**Stored entries**.
= = = =

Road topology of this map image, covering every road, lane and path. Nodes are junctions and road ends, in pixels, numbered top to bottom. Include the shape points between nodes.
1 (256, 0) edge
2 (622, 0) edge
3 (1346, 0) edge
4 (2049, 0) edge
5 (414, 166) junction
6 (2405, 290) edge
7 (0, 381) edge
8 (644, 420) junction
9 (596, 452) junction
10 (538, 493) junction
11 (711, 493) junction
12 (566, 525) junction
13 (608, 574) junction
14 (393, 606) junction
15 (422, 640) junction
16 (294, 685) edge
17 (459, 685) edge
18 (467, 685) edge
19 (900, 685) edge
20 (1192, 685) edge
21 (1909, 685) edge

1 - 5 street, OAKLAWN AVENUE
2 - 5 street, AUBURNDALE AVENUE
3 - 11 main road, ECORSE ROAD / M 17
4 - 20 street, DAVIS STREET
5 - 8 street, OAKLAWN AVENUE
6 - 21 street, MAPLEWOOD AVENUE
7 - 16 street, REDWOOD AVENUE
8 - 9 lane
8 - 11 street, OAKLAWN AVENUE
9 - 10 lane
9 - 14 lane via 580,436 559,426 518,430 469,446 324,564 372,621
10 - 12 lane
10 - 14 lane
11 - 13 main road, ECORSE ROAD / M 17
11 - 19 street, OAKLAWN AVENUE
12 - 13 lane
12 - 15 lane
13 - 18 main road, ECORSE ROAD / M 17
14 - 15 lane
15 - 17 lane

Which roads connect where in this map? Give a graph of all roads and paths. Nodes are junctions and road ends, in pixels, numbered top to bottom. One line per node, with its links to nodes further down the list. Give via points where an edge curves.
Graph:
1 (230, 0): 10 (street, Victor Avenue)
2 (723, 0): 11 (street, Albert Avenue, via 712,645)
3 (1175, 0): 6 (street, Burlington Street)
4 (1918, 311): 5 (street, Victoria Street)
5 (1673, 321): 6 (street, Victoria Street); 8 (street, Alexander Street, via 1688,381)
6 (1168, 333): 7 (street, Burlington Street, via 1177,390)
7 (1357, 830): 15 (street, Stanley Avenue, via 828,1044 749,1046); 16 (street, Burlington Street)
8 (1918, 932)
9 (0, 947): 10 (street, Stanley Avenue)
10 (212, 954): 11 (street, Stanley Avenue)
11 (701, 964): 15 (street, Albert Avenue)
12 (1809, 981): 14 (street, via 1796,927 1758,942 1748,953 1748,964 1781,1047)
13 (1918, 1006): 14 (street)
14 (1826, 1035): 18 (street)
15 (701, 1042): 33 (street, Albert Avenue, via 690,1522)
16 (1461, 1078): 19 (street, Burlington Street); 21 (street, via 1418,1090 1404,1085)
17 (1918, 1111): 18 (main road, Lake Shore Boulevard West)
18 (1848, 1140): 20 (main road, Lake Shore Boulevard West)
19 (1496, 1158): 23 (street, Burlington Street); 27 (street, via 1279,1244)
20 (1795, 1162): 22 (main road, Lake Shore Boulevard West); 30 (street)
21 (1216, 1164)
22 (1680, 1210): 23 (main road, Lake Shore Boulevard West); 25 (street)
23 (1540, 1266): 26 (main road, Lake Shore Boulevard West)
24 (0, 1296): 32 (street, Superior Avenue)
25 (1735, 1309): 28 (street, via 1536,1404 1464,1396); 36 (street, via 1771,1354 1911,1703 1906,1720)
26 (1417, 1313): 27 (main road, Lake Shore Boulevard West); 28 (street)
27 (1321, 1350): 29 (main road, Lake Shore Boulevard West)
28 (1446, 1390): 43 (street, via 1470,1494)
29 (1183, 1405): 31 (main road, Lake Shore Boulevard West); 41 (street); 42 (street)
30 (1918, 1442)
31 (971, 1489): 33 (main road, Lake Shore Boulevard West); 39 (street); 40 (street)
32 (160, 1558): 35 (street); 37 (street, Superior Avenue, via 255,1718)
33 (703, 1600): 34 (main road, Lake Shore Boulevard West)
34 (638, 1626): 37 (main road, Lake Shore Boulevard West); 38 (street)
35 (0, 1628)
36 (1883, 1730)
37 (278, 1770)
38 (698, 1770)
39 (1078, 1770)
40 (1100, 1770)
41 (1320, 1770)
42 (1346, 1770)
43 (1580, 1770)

= = = =

**Directions for this task**.
Restate every record verbatim.

**Response area**.
Road topology of this map image, covering every road, lane and path. Nodes are junctions and road ends, in pixels, numbered top to bottom. Include the shape points between nodes.
1 (256, 0) edge
2 (622, 0) edge
3 (1346, 0) edge
4 (2049, 0) edge
5 (414, 166) junction
6 (2405, 290) edge
7 (0, 381) edge
8 (644, 420) junction
9 (596, 452) junction
10 (538, 493) junction
11 (711, 493) junction
12 (566, 525) junction
13 (608, 574) junction
14 (393, 606) junction
15 (422, 640) junction
16 (294, 685) edge
17 (459, 685) edge
18 (467, 685) edge
19 (900, 685) edge
20 (1192, 685) edge
21 (1909, 685) edge

1 - 5 street, OAKLAWN AVENUE
2 - 5 street, AUBURNDALE AVENUE
3 - 11 main road, ECORSE ROAD / M 17
4 - 20 street, DAVIS STREET
5 - 8 street, OAKLAWN AVENUE
6 - 21 street, MAPLEWOOD AVENUE
7 - 16 street, REDWOOD AVENUE
8 - 9 lane
8 - 11 street, OAKLAWN AVENUE
9 - 10 lane
9 - 14 lane via 580,436 559,426 518,430 469,446 324,564 372,621
10 - 12 lane
10 - 14 lane
11 - 13 main road, ECORSE ROAD / M 17
11 - 19 street, OAKLAWN AVENUE
12 - 13 lane
12 - 15 lane
13 - 18 main road, ECORSE ROAD / M 17
14 - 15 lane
15 - 17 lane

Which roads connect where in this map? Give a graph of all roads and paths. Nodes are junctions and road ends, in pixels, numbered top to bottom. One line per node, with its links to nodes further down the list. Give via points where an edge curves.
Graph:
1 (230, 0): 10 (street, Victor Avenue)
2 (723, 0): 11 (street, Albert Avenue, via 712,645)
3 (1175, 0): 6 (street, Burlington Street)
4 (1918, 311): 5 (street, Victoria Street)
5 (1673, 321): 6 (street, Victoria Street); 8 (street, Alexander Street, via 1688,381)
6 (1168, 333): 7 (street, Burlington Street, via 1177,390)
7 (1357, 830): 15 (street, Stanley Avenue, via 828,1044 749,1046); 16 (street, Burlington Street)
8 (1918, 932)
9 (0, 947): 10 (street, Stanley Avenue)
10 (212, 954): 11 (street, Stanley Avenue)
11 (701, 964): 15 (street, Albert Avenue)
12 (1809, 981): 14 (street, via 1796,927 1758,942 1748,953 1748,964 1781,1047)
13 (1918, 1006): 14 (street)
14 (1826, 1035): 18 (street)
15 (701, 1042): 33 (street, Albert Avenue, via 690,1522)
16 (1461, 1078): 19 (street, Burlington Street); 21 (street, via 1418,1090 1404,1085)
17 (1918, 1111): 18 (main road, Lake Shore Boulevard West)
18 (1848, 1140): 20 (main road, Lake Shore Boulevard West)
19 (1496, 1158): 23 (street, Burlington Street); 27 (street, via 1279,1244)
20 (1795, 1162): 22 (main road, Lake Shore Boulevard West); 30 (street)
21 (1216, 1164)
22 (1680, 1210): 23 (main road, Lake Shore Boulevard West); 25 (street)
23 (1540, 1266): 26 (main road, Lake Shore Boulevard West)
24 (0, 1296): 32 (street, Superior Avenue)
25 (1735, 1309): 28 (street, via 1536,1404 1464,1396); 36 (street, via 1771,1354 1911,1703 1906,1720)
26 (1417, 1313): 27 (main road, Lake Shore Boulevard West); 28 (street)
27 (1321, 1350): 29 (main road, Lake Shore Boulevard West)
28 (1446, 1390): 43 (street, via 1470,1494)
29 (1183, 1405): 31 (main road, Lake Shore Boulevard West); 41 (street); 42 (street)
30 (1918, 1442)
31 (971, 1489): 33 (main road, Lake Shore Boulevard West); 39 (street); 40 (street)
32 (160, 1558): 35 (street); 37 (street, Superior Avenue, via 255,1718)
33 (703, 1600): 34 (main road, Lake Shore Boulevard West)
34 (638, 1626): 37 (main road, Lake Shore Boulevard West); 38 (street)
35 (0, 1628)
36 (1883, 1730)
37 (278, 1770)
38 (698, 1770)
39 (1078, 1770)
40 (1100, 1770)
41 (1320, 1770)
42 (1346, 1770)
43 (1580, 1770)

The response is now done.